Task:
Copy every line that holds the string "Left" from the data below.

Source material:
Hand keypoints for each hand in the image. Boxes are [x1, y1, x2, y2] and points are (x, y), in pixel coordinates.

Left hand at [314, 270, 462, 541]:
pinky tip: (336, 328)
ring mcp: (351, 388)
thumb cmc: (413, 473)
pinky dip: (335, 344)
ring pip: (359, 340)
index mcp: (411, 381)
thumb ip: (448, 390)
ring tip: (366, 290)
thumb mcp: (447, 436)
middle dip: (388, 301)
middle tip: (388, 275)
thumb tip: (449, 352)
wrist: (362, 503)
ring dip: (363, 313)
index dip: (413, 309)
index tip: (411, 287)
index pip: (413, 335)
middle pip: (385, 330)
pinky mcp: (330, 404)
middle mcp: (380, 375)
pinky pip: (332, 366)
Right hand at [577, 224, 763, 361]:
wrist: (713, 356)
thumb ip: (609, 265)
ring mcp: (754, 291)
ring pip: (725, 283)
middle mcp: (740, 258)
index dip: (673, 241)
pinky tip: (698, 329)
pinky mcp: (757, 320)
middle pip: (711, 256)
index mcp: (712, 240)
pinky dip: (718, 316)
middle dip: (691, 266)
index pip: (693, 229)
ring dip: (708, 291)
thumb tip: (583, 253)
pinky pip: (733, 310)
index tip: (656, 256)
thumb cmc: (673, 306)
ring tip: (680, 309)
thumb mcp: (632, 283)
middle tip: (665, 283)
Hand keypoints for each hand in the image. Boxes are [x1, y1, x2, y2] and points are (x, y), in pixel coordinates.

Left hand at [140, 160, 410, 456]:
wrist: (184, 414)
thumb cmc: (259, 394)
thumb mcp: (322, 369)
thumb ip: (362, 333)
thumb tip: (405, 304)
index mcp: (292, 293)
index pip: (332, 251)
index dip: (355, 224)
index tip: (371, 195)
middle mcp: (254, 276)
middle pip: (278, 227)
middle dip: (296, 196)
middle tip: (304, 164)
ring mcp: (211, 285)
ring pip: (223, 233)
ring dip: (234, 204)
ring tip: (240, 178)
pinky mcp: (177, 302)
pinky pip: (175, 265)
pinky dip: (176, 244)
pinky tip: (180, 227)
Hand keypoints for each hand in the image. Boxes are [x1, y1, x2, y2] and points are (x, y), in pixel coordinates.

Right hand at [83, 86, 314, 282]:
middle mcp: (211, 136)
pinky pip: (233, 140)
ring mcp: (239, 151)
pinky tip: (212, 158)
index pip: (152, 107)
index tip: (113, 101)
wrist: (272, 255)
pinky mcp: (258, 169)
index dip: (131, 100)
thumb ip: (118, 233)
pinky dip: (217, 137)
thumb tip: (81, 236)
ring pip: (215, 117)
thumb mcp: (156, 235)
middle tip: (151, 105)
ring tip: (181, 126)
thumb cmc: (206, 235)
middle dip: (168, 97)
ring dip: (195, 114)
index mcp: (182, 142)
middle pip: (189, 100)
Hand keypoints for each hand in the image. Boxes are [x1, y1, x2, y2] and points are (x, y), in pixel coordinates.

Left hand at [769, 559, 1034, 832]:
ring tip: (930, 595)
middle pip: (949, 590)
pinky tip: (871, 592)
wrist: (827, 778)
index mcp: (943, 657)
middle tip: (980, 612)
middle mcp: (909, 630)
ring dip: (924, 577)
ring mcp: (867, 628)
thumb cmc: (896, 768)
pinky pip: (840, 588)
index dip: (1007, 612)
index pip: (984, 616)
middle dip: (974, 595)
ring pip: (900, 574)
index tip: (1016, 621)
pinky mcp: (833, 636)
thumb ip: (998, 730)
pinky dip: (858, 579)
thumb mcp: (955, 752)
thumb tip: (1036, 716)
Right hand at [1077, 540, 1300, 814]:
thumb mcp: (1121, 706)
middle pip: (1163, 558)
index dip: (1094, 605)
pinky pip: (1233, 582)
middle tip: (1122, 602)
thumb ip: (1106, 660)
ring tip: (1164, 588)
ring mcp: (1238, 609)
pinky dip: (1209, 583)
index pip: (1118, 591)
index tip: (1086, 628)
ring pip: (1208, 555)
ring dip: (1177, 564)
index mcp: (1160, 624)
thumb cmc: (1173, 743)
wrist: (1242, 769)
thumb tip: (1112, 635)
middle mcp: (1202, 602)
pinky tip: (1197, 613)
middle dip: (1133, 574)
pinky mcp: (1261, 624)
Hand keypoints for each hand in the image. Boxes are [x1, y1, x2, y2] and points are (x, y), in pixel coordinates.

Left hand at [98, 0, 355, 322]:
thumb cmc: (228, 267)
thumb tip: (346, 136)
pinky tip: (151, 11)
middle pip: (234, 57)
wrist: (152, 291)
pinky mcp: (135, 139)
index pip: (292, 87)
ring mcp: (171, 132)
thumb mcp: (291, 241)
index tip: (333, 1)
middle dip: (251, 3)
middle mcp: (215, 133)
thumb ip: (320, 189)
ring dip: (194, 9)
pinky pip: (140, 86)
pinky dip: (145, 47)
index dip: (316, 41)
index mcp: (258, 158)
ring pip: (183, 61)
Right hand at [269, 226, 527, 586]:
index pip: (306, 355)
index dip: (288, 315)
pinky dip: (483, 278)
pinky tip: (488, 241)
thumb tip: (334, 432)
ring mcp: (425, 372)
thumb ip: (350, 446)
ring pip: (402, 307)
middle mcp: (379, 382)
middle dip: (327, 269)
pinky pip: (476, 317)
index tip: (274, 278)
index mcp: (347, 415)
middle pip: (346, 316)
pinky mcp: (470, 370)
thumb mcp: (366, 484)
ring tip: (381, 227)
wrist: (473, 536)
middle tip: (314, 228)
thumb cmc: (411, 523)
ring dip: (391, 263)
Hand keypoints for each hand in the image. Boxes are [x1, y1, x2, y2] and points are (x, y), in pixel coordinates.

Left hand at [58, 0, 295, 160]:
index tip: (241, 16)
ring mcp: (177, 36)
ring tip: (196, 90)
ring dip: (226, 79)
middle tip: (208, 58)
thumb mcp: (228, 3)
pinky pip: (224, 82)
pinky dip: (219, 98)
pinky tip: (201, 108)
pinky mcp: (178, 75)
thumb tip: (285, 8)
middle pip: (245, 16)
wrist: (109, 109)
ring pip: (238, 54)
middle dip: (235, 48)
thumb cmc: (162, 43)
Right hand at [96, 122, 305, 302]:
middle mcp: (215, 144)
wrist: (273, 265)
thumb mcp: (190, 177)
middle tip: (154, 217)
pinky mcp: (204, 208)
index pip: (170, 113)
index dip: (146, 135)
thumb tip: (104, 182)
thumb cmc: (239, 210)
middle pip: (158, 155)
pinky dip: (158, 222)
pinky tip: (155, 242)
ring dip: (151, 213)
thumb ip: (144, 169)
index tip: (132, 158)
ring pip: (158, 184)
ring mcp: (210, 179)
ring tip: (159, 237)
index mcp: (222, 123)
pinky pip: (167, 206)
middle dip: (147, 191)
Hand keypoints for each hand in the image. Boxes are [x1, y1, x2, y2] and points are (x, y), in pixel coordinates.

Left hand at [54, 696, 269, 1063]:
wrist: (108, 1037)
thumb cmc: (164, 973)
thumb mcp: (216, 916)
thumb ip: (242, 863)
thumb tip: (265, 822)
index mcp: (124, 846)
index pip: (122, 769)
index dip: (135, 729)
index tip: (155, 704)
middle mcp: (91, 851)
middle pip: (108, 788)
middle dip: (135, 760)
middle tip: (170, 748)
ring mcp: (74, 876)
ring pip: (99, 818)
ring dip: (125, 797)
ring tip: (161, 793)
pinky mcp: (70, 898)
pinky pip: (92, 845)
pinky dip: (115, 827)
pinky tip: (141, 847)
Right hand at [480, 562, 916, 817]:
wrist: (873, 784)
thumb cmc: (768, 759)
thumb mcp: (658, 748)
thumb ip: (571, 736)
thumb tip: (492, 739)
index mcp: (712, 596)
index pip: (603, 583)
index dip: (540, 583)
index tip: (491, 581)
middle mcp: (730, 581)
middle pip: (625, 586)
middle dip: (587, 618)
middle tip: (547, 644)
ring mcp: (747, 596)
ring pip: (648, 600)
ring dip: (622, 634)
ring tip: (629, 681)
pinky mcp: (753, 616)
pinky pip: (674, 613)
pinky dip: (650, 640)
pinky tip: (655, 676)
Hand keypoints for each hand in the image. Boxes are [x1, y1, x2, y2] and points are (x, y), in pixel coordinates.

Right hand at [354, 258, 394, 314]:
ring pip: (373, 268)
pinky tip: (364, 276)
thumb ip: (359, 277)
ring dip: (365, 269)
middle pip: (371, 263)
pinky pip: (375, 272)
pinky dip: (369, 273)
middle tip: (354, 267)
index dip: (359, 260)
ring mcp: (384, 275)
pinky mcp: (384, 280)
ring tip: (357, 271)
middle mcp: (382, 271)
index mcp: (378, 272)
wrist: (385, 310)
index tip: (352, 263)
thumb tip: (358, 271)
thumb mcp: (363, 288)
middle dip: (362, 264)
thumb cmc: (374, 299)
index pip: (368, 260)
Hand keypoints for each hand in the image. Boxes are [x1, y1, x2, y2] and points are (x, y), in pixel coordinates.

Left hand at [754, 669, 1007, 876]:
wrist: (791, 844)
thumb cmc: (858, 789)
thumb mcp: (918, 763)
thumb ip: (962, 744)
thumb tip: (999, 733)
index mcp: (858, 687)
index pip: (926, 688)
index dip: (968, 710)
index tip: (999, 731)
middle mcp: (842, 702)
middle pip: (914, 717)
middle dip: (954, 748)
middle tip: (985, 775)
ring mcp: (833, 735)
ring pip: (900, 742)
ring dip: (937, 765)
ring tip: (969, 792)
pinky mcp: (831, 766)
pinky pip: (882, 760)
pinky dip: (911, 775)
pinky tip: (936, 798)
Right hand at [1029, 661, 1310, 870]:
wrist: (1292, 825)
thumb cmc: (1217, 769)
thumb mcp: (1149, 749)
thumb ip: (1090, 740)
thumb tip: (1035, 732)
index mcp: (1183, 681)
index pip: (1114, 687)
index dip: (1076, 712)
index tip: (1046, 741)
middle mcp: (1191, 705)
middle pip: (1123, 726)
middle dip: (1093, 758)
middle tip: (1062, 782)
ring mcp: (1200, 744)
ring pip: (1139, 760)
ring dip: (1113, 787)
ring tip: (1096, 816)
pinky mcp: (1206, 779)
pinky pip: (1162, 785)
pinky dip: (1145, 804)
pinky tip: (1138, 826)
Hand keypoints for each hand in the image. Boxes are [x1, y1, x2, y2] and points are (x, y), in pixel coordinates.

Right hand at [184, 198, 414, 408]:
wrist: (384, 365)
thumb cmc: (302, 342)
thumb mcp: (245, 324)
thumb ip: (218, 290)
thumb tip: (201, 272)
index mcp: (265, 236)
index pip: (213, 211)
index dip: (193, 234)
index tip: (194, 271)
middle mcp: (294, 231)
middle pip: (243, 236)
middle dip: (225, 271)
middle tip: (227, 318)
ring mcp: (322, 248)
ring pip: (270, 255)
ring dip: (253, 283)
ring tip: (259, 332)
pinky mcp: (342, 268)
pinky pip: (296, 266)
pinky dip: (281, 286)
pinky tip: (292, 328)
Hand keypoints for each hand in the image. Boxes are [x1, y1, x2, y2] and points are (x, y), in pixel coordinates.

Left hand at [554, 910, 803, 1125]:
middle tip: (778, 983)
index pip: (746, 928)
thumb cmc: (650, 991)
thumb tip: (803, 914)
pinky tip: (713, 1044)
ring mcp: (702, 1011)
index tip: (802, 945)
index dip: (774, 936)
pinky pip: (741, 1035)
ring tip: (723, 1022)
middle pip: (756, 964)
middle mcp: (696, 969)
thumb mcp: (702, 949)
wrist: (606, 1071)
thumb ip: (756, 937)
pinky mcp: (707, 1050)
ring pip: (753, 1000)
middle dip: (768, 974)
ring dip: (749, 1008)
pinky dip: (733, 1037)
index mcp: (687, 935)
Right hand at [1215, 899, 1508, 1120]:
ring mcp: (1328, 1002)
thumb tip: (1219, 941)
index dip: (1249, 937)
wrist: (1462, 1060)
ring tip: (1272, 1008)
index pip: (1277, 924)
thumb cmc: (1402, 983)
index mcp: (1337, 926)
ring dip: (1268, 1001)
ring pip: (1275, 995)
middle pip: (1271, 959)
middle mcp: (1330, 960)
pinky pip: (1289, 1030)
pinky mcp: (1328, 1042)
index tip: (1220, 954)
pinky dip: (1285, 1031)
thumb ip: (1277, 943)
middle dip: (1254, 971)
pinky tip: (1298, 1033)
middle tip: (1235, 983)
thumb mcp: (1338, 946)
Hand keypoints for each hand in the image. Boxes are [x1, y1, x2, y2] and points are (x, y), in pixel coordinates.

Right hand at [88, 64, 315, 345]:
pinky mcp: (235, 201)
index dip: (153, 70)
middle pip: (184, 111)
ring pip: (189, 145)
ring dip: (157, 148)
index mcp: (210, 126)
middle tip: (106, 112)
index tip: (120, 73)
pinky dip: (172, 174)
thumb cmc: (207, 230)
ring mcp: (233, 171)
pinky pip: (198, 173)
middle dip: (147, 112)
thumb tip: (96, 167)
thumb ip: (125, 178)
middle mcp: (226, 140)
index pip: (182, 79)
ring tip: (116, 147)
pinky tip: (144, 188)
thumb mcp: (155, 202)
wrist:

Output of the exercise:
Left hand at [314, 270, 462, 541]:
Left hand at [140, 160, 410, 456]:
Left hand at [769, 559, 1034, 832]:
Left hand at [98, 0, 355, 322]:
Left hand at [58, 0, 295, 160]:
Left hand at [54, 696, 269, 1063]:
Left hand at [754, 669, 1007, 876]:
Left hand at [554, 910, 803, 1125]:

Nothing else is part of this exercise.